Little Miss Quiney, turning and running ahead, stammered some words to Lady Caroline, who paid no heed to them or to her but kept her eyeglass lifted and fixed upon Ruth. Miss Diana stood a pace behind her mother’s shoulder; Mrs. Harry, after a glance at the girl, turned and made pretence to busy herself with the coffee-table.
“So you are the young woman!” ejaculated Lady Caroline.
“Am I?” said Ruth quietly, and after a profound curtsy turned sideways to the mare. “A lump of sugar, Tatty, if you please. . . . I thank you, ma’am—” as Mrs. Harry, anticipating Miss Quiney, stepped forward with a piece held between the sugar-tongs. “And I think she even deserves a second, for clearing the yard gate.”
She fed the gentle creature and dismissed her. “Now trot around to your stall and ask one of the boys to unsaddle you!” She stood for ten seconds, may be, watching as the mare with a fling of the head trotted off obediently. Then she turned again and met Mrs. Harry’s eyes with a frank smile.
“It is the truth,” she said. “We cleared the gate. Come, please, and admire—”
Mrs. Harry, in spite of herself, stepped down from the verandah and followed. The others stood as they were, planted in stiff disapproval.

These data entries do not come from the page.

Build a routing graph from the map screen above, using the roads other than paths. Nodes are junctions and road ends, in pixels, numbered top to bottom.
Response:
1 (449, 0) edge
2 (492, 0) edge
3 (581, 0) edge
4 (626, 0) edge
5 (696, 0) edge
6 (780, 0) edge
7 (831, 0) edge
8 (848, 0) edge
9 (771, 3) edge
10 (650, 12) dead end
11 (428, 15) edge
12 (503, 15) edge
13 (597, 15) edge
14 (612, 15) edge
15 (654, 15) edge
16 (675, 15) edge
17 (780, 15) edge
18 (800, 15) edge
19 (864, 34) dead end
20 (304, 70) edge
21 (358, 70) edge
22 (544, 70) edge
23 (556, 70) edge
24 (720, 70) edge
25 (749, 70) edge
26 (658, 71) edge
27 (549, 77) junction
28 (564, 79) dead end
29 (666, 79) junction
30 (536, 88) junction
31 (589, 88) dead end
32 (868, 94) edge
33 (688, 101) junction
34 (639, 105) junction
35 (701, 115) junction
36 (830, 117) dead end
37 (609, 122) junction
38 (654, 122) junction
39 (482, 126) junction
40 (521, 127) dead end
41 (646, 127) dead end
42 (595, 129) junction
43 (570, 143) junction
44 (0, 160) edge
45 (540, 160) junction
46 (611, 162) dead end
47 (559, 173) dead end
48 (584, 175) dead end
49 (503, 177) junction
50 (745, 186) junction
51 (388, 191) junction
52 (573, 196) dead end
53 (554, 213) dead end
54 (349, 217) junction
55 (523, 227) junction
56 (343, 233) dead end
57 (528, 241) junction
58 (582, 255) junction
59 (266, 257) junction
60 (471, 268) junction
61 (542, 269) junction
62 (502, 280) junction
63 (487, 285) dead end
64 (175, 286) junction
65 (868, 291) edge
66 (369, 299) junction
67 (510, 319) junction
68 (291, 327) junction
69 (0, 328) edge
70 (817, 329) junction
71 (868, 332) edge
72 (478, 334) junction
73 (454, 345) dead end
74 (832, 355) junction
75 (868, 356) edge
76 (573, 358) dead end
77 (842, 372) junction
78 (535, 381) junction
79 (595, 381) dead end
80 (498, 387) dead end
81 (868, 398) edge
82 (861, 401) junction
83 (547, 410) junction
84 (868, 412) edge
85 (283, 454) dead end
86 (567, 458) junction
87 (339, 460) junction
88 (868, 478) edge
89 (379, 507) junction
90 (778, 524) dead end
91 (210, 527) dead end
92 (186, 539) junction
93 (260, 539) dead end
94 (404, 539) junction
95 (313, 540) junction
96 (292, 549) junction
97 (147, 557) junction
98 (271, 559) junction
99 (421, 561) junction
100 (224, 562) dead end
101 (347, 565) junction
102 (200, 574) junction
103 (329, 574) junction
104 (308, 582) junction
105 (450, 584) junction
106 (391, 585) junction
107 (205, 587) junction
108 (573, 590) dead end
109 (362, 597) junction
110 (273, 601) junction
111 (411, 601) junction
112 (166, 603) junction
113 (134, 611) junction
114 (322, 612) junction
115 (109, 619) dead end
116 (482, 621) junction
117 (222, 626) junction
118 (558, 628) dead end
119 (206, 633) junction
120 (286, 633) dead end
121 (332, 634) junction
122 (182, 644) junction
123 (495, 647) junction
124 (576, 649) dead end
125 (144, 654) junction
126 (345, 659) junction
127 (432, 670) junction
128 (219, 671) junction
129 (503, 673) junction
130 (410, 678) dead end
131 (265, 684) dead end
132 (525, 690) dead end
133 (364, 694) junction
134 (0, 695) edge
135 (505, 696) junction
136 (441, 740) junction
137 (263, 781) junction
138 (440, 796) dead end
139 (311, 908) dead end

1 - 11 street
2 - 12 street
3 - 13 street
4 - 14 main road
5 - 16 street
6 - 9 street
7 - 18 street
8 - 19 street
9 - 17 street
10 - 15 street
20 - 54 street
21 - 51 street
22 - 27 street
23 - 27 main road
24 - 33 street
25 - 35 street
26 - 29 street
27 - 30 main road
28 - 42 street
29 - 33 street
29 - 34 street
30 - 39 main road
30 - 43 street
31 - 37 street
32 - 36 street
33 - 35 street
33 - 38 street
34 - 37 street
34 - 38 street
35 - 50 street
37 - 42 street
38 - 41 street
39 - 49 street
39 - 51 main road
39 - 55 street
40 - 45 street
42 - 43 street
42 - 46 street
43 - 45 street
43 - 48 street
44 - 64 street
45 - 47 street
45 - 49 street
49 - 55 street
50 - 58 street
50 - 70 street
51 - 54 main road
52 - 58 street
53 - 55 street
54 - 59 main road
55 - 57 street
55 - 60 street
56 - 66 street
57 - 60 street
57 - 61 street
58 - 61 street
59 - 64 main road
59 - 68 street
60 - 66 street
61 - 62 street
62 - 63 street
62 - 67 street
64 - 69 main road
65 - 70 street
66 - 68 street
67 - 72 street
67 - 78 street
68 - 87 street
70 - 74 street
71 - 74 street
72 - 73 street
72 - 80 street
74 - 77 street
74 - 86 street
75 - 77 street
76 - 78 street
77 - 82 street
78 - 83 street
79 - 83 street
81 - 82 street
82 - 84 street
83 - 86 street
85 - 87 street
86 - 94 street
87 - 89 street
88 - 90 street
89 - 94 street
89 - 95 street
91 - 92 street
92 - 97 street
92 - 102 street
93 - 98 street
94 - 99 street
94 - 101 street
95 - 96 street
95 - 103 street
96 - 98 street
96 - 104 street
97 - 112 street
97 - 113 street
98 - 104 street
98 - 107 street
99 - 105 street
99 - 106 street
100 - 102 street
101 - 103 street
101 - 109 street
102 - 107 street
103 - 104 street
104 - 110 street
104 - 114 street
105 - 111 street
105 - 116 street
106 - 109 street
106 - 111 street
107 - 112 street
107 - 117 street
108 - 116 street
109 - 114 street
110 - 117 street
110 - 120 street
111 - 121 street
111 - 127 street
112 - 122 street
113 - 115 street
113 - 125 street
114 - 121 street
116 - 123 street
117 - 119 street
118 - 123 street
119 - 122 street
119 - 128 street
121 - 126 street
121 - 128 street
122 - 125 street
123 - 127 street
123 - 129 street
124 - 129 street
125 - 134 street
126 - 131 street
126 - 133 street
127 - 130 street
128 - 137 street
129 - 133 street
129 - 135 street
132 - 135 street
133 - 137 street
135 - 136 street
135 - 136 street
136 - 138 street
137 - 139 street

The girl led Mrs. Harry to the corner of the wood pile. “Admire!” she repeated, pointing with her riding-switch; and then, still keeping the gesture, she sank her voice and asked quickly, “Why are you here? You have a good face, not like the others. Tell me.”
“Lady Caroline—” stammered Mrs. Harry, taken at unawares. “She has a right, naturally, to concern herself—”
“Does he know?”
“Sir Oliver? No—I believe not. . . . You see, the Vyells are a great family, and ‘family’ to them is a tremendous affair—a religion almost. Whatever touches one touches all; especially when that one happens to be the head of his house.”
“Is that how Captain Vyell—how your husband—feels it?—No, please keep looking towards the gate. I mean no harm by these questions, and you will not mind answering them, I hope? It gives me just a little more chance of fair play.”